YOUR TASK:
Whenever a line in the entries below contains "Radialista", copy that line.

==== EXERCISE MATERIAL

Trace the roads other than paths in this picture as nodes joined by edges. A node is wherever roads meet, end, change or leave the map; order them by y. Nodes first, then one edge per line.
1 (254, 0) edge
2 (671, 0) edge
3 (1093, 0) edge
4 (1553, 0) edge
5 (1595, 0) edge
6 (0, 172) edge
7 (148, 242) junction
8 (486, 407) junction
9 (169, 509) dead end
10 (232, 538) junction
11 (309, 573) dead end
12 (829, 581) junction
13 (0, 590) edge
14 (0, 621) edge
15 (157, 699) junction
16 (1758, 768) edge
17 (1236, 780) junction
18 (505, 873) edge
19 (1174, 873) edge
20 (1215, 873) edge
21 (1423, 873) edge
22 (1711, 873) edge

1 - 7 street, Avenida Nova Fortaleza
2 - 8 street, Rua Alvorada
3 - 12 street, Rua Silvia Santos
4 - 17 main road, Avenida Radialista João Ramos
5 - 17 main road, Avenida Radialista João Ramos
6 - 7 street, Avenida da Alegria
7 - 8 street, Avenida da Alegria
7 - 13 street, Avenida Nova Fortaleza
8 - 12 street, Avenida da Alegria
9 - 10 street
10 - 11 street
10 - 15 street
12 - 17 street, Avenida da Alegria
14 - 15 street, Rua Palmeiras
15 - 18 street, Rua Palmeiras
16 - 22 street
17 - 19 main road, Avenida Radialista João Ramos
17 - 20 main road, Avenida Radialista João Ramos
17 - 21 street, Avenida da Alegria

========

TASK RESULT:
4 - 17 main road, Avenida Radialista João Ramos
5 - 17 main road, Avenida Radialista João Ramos
17 - 19 main road, Avenida Radialista João Ramos
17 - 20 main road, Avenida Radialista João Ramos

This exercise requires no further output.